[EXCERPTED DATA — start]

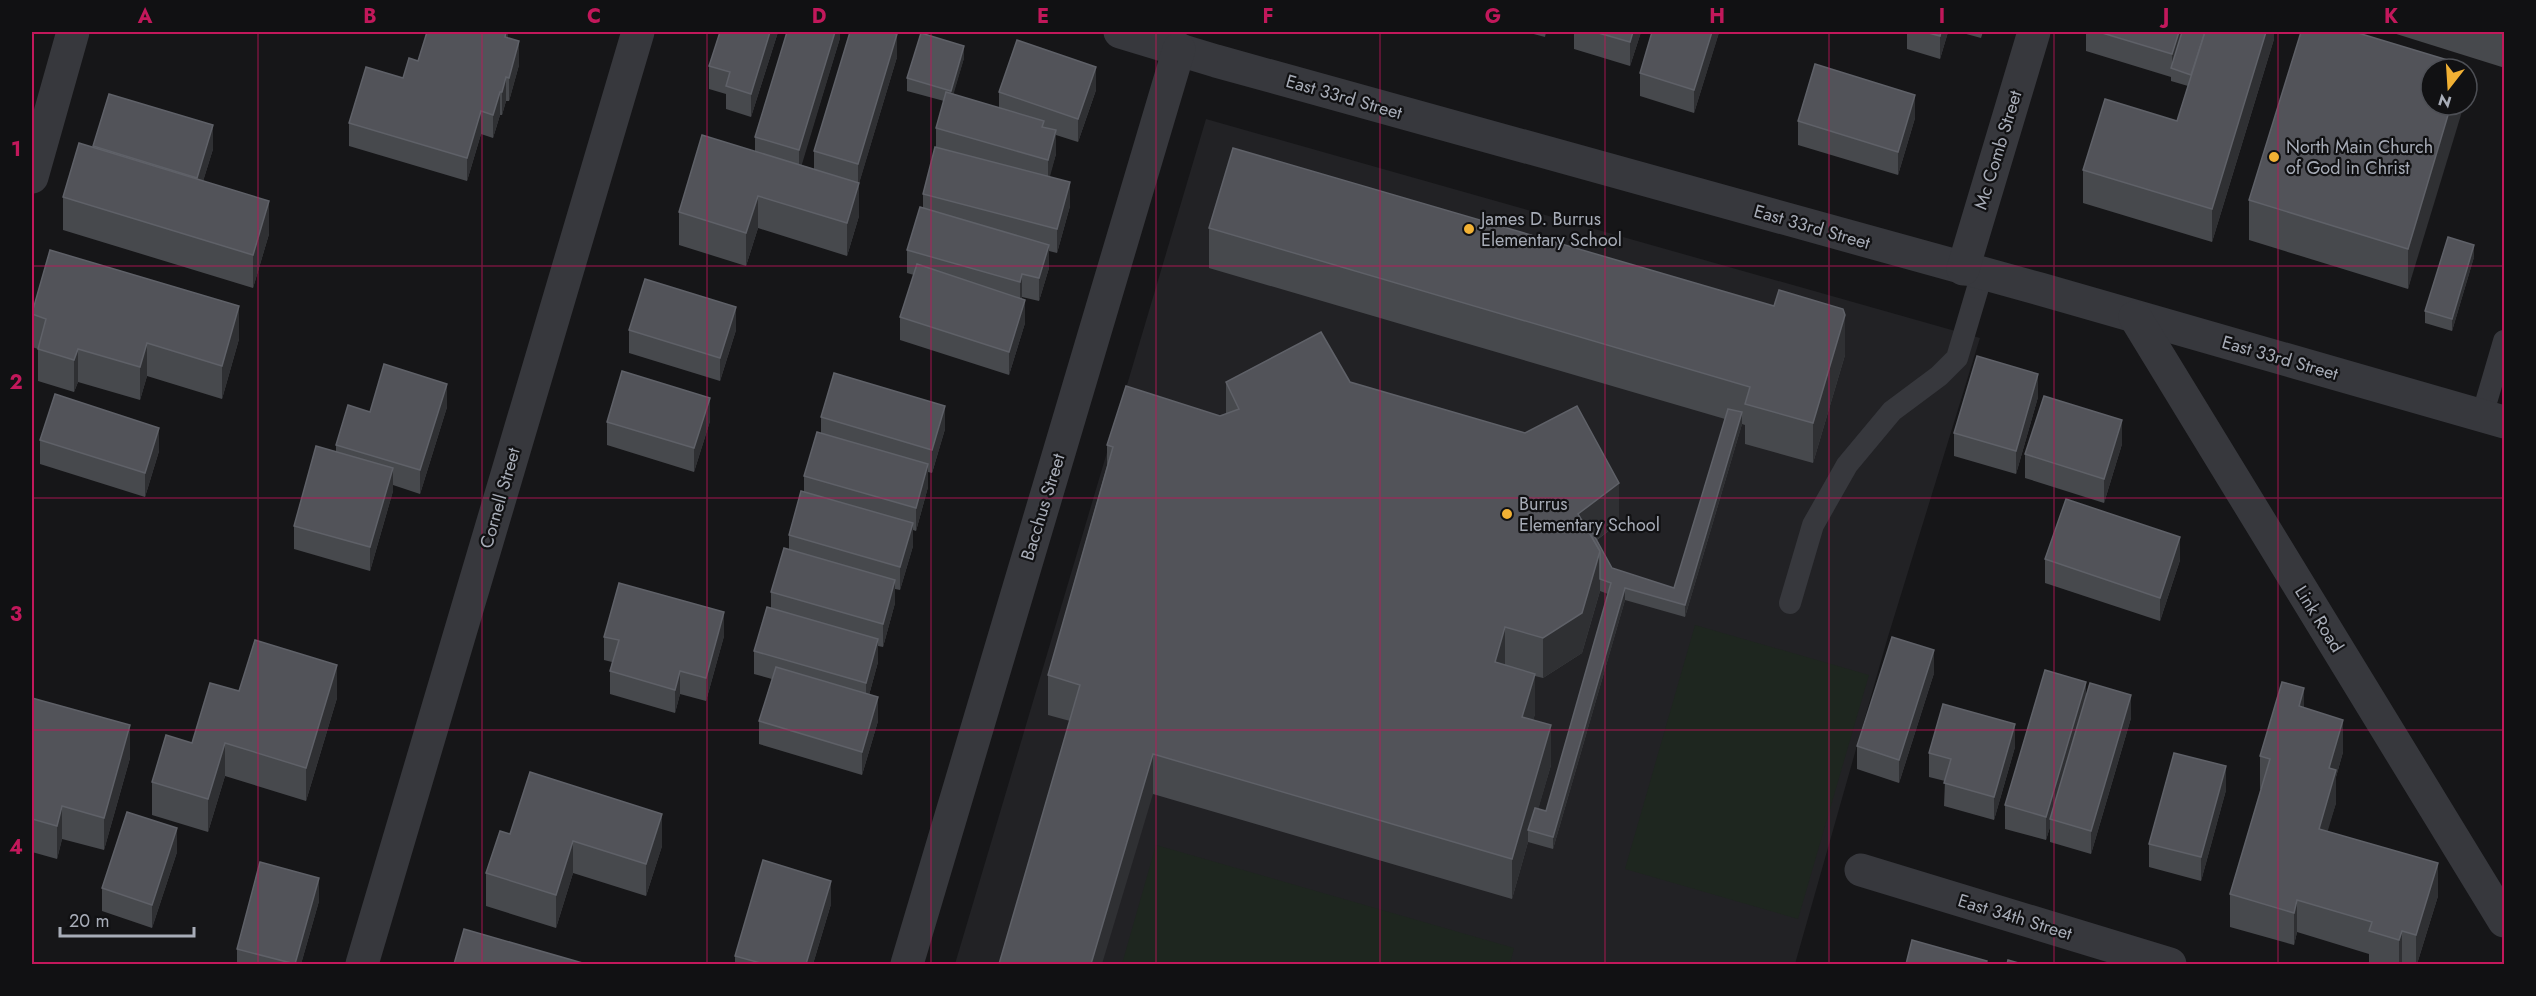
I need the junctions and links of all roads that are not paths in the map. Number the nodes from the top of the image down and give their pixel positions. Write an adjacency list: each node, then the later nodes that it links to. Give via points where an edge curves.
1 (73, 32): 6 (street)
2 (638, 32): 14 (street, Cornell Street)
3 (1120, 32): 5 (street, East 33rd Street)
4 (2034, 32): 7 (street, Mc Comb Street)
5 (1179, 49): 7 (street, East 33rd Street); 15 (street, Bacchus Street)
6 (32, 177)
7 (1972, 272): 8 (street, East 33rd Street); 11 (lane, via 1957,358 1892,411 1847,465 1813,525)
8 (2135, 317): 10 (street, East 33rd Street); 13 (street, Link Road)
9 (2505, 341): 10 (lane)
10 (2493, 419)
11 (1790, 603)
12 (1861, 870): 16 (street, East 34th Street)
13 (2505, 921)
14 (362, 964)
15 (907, 964)
16 (2170, 964)

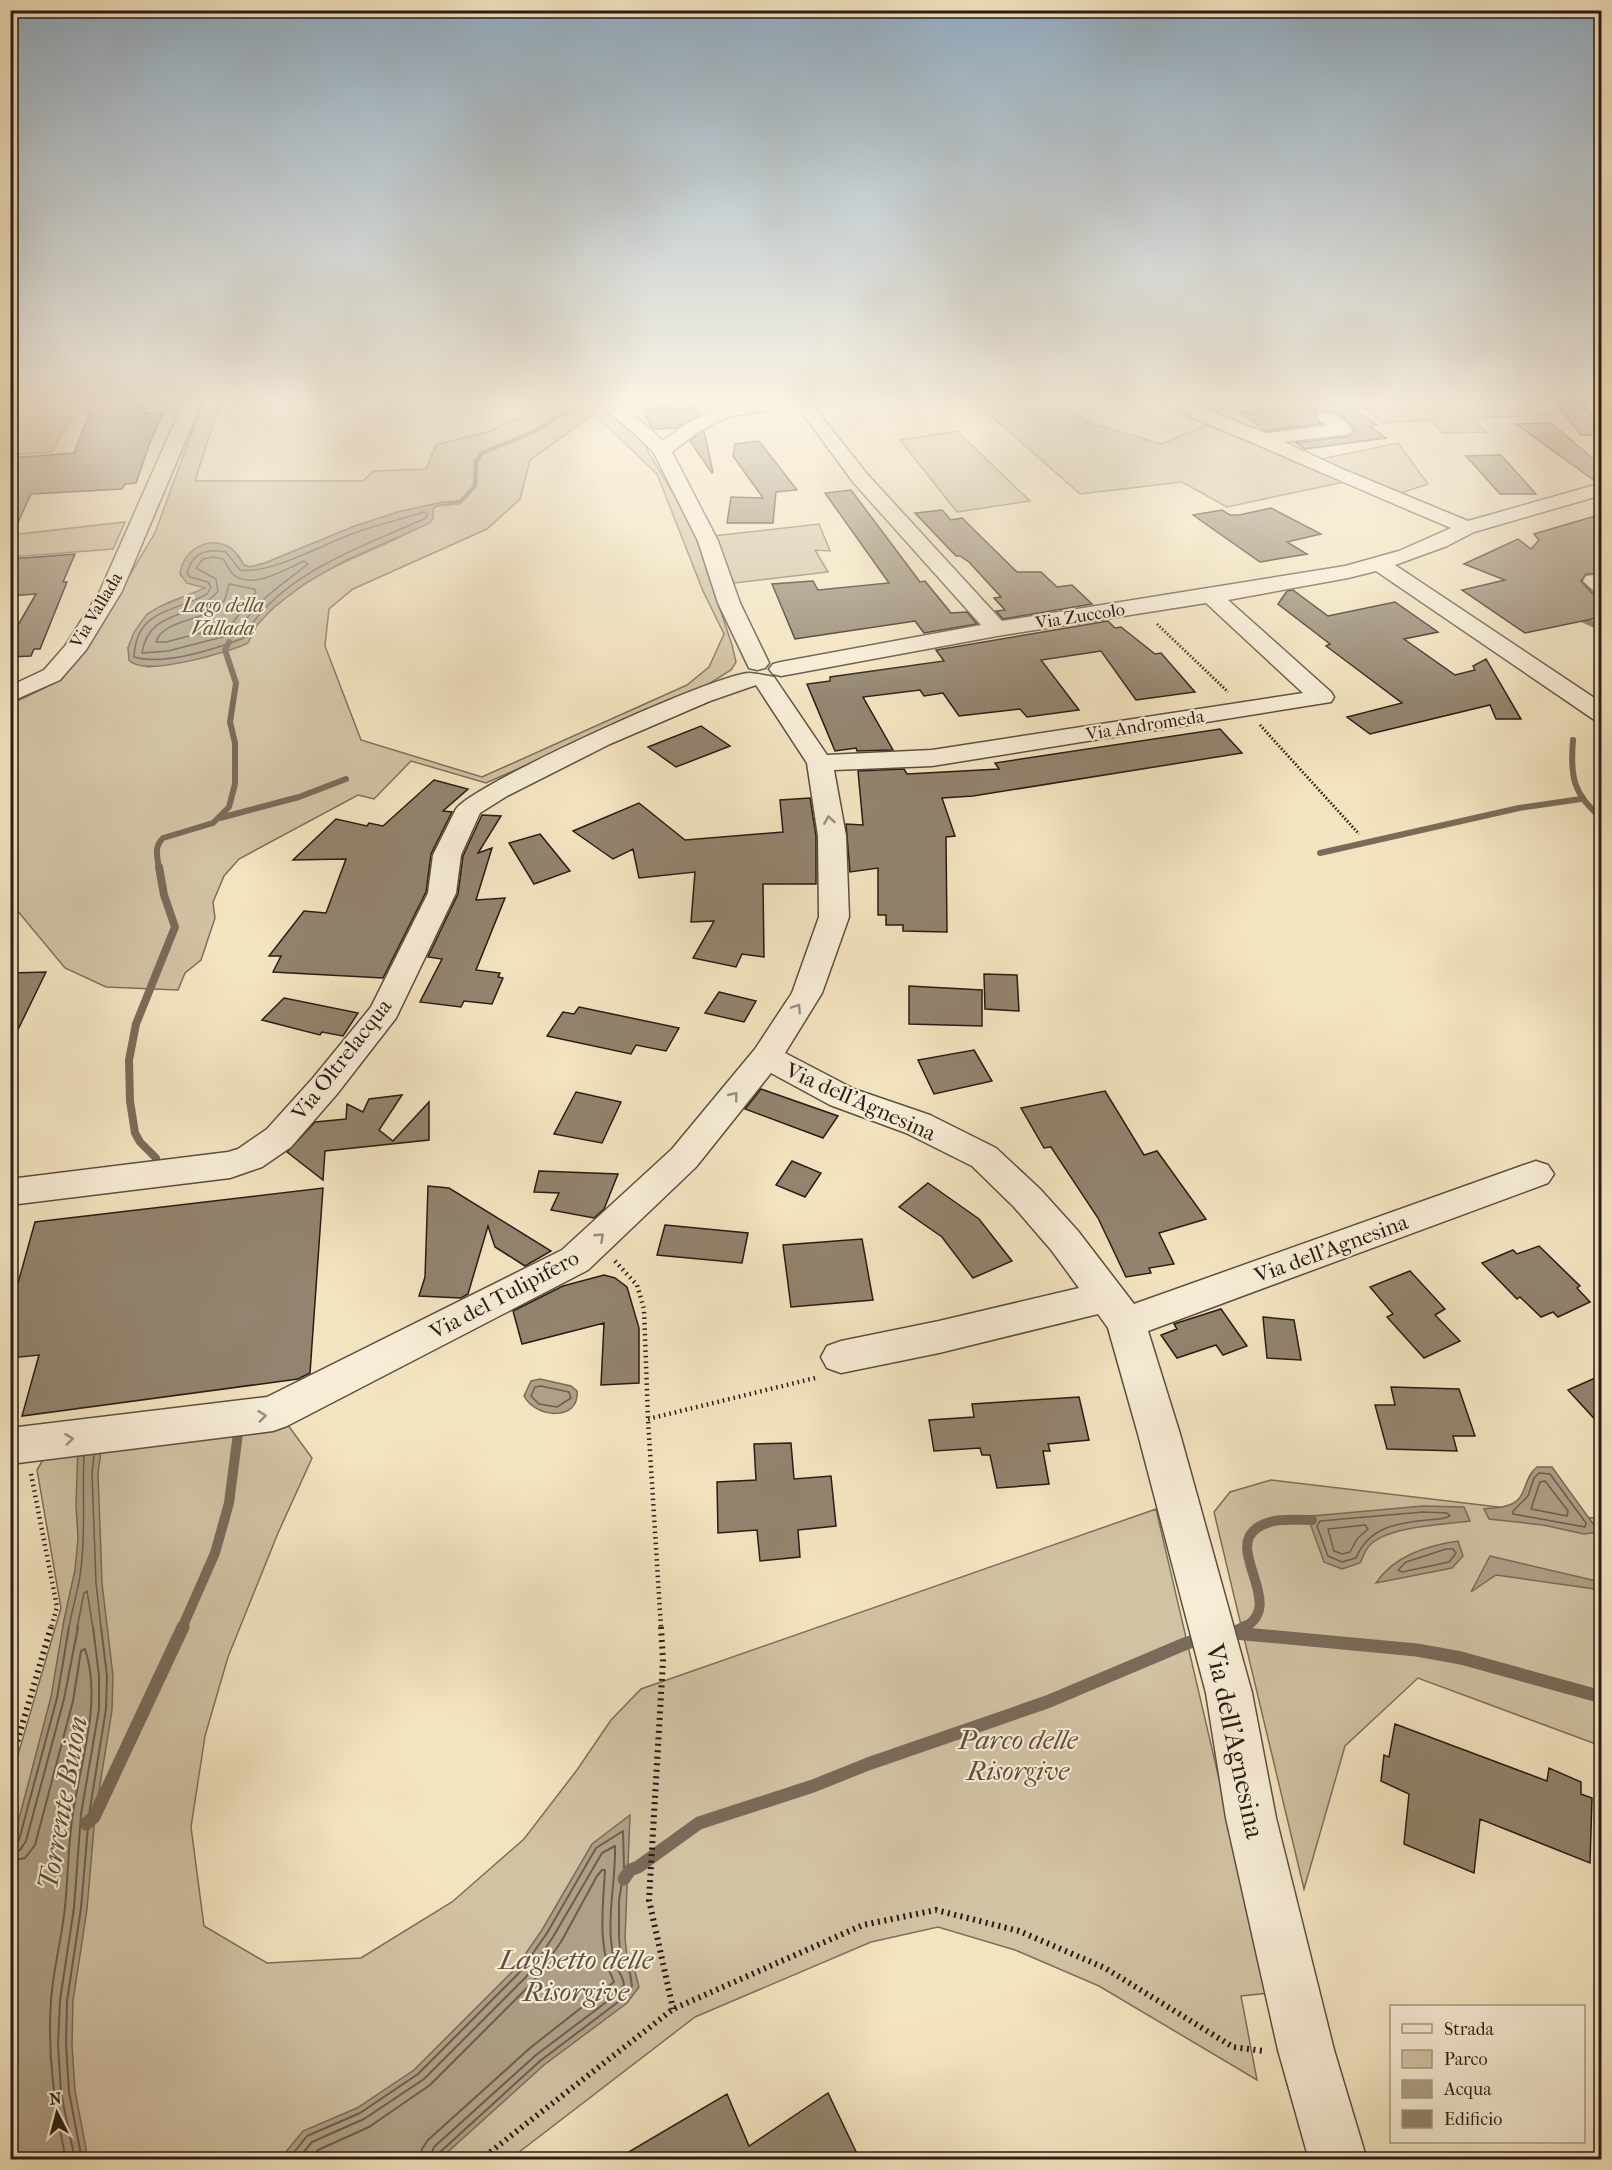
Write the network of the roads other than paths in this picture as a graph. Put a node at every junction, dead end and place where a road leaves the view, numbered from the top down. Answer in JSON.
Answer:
{"nodes":[{"id":1,"x":150,"y":500,"type":"edge"},
{"id":2,"x":687,"y":500,"type":"edge"},
{"id":3,"x":880,"y":500,"type":"edge"},
{"id":4,"x":1401,"y":500,"type":"edge"},
{"id":5,"x":1563,"y":500,"type":"edge"},
{"id":6,"x":1467,"y":528,"type":"junction"},
{"id":7,"x":1380,"y":564,"type":"junction"},
{"id":8,"x":1211,"y":596,"type":"junction"},
{"id":9,"x":997,"y":629,"type":"junction"},
{"id":10,"x":763,"y":674,"type":"junction"},
{"id":11,"x":10,"y":695,"type":"edge"},
{"id":12,"x":1602,"y":714,"type":"edge"},
{"id":13,"x":820,"y":763,"type":"junction"},
{"id":14,"x":766,"y":1057,"type":"junction"},
{"id":15,"x":1536,"y":1174,"type":"dead end"},
{"id":16,"x":10,"y":1192,"type":"edge"},
{"id":17,"x":1116,"y":1310,"type":"junction"},
{"id":18,"x":841,"y":1357,"type":"road end"},
{"id":19,"x":19,"y":1445,"type":"edge"},
{"id":20,"x":1338,"y":2160,"type":"edge"}],
"edges":[{"from":1,"to":11,"type":"street","name":"Via Vallada"},
{"from":2,"to":10,"type":"street"},
{"from":3,"to":9,"type":"street"},
{"from":4,"to":6,"type":"street"},
{"from":5,"to":6,"type":"street","name":"Via Zuccolo"},
{"from":6,"to":7,"type":"street","name":"Via Zuccolo"},
{"from":7,"to":8,"type":"street","name":"Via Zuccolo"},
{"from":7,"to":12,"type":"street"},
{"from":8,"to":9,"type":"street","name":"Via Zuccolo"},
{"from":8,"to":13,"type":"street","name":"Via Andromeda"},
{"from":9,"to":10,"type":"street","name":"Via Zuccolo"},
{"from":10,"to":13,"type":"street"},
{"from":10,"to":16,"type":"street","name":"Via Oltrelacqua"},
{"from":14,"to":13,"type":"street","name":"Via del Tulipifero","one_way":true},
{"from":14,"to":17,"type":"street","name":"Via dell'Agnesina"},
{"from":19,"to":14,"type":"street","name":"Via del Tulipifero","one_way":true},
{"from":15,"to":17,"type":"street","name":"Via dell'Agnesina"},
{"from":17,"to":18,"type":"street","name":"Via dell'Agnesina"},
{"from":17,"to":20,"type":"street","name":"Via dell'Agnesina"}]}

[EXCERPTED DATA — finish]

| WORK TASK |
Look through the data above and report every line in which "East" appears.

| ANSWER FOR THIS EXERCISE |
3 (1120, 32): 5 (street, East 33rd Street)
5 (1179, 49): 7 (street, East 33rd Street); 15 (street, Bacchus Street)
7 (1972, 272): 8 (street, East 33rd Street); 11 (lane, via 1957,358 1892,411 1847,465 1813,525)
8 (2135, 317): 10 (street, East 33rd Street); 13 (street, Link Road)
12 (1861, 870): 16 (street, East 34th Street)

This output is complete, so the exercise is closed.